> Stored data entries:
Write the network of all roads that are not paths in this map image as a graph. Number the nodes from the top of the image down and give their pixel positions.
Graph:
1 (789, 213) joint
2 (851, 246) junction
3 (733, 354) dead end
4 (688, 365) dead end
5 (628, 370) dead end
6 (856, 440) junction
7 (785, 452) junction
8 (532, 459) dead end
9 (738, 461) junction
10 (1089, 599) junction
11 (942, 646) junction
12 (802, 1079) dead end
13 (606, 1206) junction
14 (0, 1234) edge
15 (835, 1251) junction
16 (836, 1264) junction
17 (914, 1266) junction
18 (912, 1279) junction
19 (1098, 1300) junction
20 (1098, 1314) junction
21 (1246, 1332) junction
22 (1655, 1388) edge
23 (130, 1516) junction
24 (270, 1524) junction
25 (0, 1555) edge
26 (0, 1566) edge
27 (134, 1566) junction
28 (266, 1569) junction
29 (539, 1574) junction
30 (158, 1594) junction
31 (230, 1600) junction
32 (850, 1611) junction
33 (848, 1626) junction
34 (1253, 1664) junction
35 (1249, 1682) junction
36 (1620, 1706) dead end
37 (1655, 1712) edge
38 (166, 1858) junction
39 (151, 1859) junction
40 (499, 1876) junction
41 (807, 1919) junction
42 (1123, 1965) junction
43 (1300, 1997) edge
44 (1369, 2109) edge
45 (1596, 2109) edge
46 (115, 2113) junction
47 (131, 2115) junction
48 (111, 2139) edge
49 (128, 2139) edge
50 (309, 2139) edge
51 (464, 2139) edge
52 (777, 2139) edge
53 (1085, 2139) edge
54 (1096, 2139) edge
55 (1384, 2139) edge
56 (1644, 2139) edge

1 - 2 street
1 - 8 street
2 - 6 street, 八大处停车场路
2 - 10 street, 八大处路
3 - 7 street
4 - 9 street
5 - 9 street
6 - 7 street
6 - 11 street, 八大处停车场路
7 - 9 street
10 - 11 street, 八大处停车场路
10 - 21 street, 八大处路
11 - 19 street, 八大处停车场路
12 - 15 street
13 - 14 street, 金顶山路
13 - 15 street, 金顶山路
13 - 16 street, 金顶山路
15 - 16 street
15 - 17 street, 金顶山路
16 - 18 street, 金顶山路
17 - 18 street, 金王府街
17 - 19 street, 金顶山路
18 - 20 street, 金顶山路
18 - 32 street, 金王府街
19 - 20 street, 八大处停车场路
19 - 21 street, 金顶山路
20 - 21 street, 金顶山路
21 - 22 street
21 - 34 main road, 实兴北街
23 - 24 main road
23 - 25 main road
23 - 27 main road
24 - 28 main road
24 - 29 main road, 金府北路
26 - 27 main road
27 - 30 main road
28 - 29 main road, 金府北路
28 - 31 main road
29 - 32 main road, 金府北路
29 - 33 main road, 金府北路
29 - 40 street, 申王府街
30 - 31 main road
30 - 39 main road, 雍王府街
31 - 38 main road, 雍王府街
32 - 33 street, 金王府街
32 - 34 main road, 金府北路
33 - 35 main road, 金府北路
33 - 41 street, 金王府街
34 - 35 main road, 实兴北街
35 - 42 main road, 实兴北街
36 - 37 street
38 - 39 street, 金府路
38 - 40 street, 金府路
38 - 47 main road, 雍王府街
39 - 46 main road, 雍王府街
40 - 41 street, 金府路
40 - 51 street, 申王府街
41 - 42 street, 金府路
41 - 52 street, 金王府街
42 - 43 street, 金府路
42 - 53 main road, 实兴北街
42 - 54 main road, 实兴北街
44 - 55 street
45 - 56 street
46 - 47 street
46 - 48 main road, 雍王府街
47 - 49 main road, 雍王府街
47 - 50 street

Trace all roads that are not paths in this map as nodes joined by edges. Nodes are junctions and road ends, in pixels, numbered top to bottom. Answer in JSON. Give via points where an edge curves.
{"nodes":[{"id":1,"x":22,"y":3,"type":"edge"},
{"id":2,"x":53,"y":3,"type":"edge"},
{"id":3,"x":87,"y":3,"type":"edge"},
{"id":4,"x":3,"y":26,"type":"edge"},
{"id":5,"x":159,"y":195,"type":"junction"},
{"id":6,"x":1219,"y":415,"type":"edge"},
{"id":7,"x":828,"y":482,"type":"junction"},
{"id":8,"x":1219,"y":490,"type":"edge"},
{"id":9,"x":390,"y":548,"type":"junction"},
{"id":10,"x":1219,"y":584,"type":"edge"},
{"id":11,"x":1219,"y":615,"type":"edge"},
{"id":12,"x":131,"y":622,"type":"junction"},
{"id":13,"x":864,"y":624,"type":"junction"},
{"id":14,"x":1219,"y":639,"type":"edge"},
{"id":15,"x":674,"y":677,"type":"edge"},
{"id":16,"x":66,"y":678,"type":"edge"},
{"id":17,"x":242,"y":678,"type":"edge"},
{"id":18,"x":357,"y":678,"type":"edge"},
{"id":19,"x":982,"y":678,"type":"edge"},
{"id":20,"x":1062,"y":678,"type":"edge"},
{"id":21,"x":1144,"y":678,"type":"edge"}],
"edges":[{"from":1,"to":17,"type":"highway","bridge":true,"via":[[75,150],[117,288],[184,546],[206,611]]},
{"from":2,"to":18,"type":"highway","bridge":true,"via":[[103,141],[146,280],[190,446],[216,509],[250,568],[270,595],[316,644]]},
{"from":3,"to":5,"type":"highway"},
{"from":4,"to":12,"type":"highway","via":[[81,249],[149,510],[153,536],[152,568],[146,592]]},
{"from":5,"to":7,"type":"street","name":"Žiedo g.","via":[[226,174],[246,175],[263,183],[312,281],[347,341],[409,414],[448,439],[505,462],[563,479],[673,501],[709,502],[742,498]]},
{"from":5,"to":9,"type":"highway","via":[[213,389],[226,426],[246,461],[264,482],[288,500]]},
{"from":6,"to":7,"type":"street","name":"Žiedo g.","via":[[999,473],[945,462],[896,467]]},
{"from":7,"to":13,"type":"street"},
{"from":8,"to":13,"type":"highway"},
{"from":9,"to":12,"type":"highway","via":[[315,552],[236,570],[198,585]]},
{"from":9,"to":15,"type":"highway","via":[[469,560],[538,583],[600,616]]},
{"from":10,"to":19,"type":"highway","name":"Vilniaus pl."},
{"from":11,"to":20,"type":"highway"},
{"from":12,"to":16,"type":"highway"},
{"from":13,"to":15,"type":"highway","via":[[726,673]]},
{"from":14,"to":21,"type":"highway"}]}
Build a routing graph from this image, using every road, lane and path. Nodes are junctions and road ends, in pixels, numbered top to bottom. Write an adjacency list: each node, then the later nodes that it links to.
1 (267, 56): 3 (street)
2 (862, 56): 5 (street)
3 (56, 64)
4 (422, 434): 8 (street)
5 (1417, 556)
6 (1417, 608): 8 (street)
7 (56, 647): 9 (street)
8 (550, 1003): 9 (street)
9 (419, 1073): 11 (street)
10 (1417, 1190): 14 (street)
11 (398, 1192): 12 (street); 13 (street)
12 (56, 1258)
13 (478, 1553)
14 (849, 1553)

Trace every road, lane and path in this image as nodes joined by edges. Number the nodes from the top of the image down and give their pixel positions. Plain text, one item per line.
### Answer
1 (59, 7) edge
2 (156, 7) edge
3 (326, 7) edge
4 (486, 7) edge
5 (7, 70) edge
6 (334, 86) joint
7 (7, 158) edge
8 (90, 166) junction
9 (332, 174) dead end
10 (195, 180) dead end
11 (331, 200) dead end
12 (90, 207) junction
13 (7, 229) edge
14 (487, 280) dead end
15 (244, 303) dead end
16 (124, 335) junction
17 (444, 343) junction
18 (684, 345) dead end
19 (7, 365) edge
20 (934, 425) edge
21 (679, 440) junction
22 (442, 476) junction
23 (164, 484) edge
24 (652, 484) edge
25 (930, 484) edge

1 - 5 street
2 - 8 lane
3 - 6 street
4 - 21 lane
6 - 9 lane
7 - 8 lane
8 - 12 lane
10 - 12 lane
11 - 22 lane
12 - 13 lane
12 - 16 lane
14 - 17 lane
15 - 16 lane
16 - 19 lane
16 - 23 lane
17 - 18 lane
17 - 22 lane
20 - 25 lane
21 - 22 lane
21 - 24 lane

> What to produce:
Go through the entries above, and wherever a line holds the word "金顶山路", copy that line.

> Solution:
13 - 14 street, 金顶山路
13 - 15 street, 金顶山路
13 - 16 street, 金顶山路
15 - 17 street, 金顶山路
16 - 18 street, 金顶山路
17 - 19 street, 金顶山路
18 - 20 street, 金顶山路
19 - 21 street, 金顶山路
20 - 21 street, 金顶山路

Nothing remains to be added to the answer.